Hardly anyone is pleased with the prospect of a nuclear arms agreement between the U.S. and Iran as negotiated by Barack Obama and John Kerry. Even the editorialists at the Washington Post have reservations, to wit:
IF IT is reached in the coming days, a nuclear deal with Iran will be, at best, an unsatisfying and risky compromise. Iran’s emergence as a threshold nuclear power, with the ability to produce a weapon quickly, will not be prevented; it will be postponed, by 10 to 15 years. In exchange, Tehran will reap hundreds of billions of dollars in sanctions relief it can use to revive its economy and fund the wars it is waging around the Middle East.
It appears as if President Obama's only real focus is domestic politics. And 10 years may as well be an eternity in that realm. But that speculation about 10 to 15 years is probably too optimist by about 9 to 14 years.
The anti-war, anti-Republican left was screaming and hollering about the war in Iraq, and now they're trying to make it a gotcha question for Republican candidates.
Suppose the left had prevented Saddam Hussein's ejection.

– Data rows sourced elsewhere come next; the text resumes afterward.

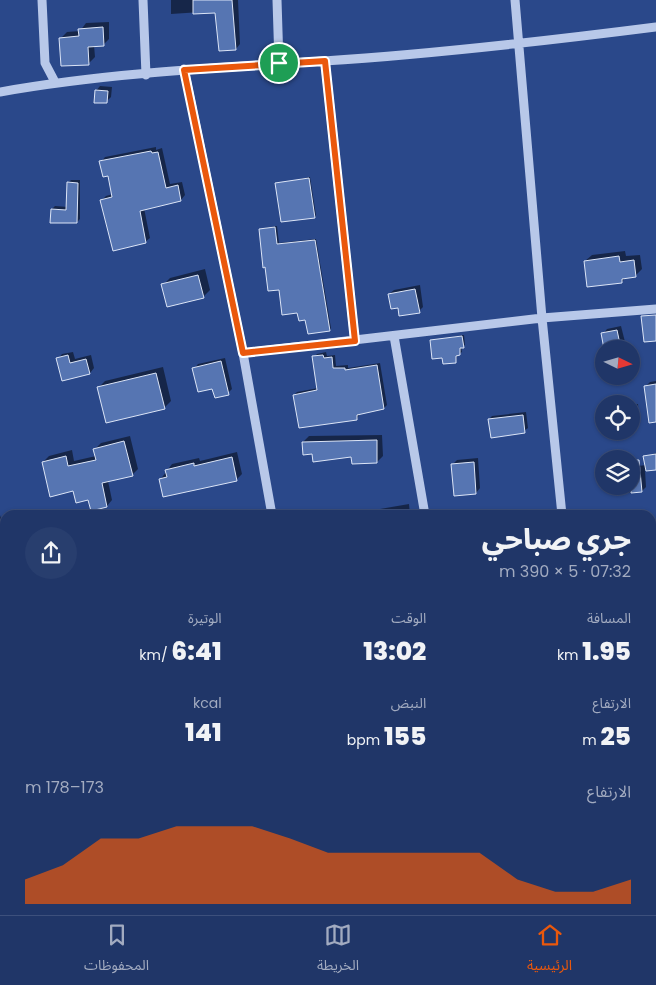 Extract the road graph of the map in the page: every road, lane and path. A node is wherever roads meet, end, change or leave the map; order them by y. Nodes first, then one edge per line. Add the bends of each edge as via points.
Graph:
1 (42, 0) edge
2 (142, 0) edge
3 (277, 0) edge
4 (515, 0) edge
5 (656, 27) edge
6 (517, 45) junction
7 (325, 61) junction
8 (279, 63) junction
9 (184, 70) junction
10 (146, 74) junction
11 (55, 82) junction
12 (0, 92) edge
13 (656, 309) edge
14 (542, 318) junction
15 (394, 336) junction
16 (355, 341) junction
17 (243, 353) junction
18 (271, 510) edge
19 (424, 510) edge
20 (561, 510) edge

1 - 11 street via 45,63
2 - 10 street
3 - 8 street
4 - 6 street
5 - 6 street
6 - 7 street
6 - 14 street
7 - 8 street
7 - 16 street
8 - 9 street
9 - 10 street
9 - 17 street
10 - 11 street
11 - 12 street
13 - 14 street
14 - 15 street
14 - 20 street
15 - 16 street
15 - 19 street
16 - 17 street
17 - 18 street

What would Saddam be doing now? Apparently, his nuclear program was on hold. But he was working behind the scenes and under the table to get sanctions lifted. And by now they surely would have been long gone along with the inspectors. So here he is in 2015 looking across the border at his old enemy, Iran, and watching his favorite news channel, CNN. And he knows how weak American has become and how strong Iran has become.
Is there any doubt that his regime would be working feverishly to keep up with or surpass the Iranians in a new nuclear arms race?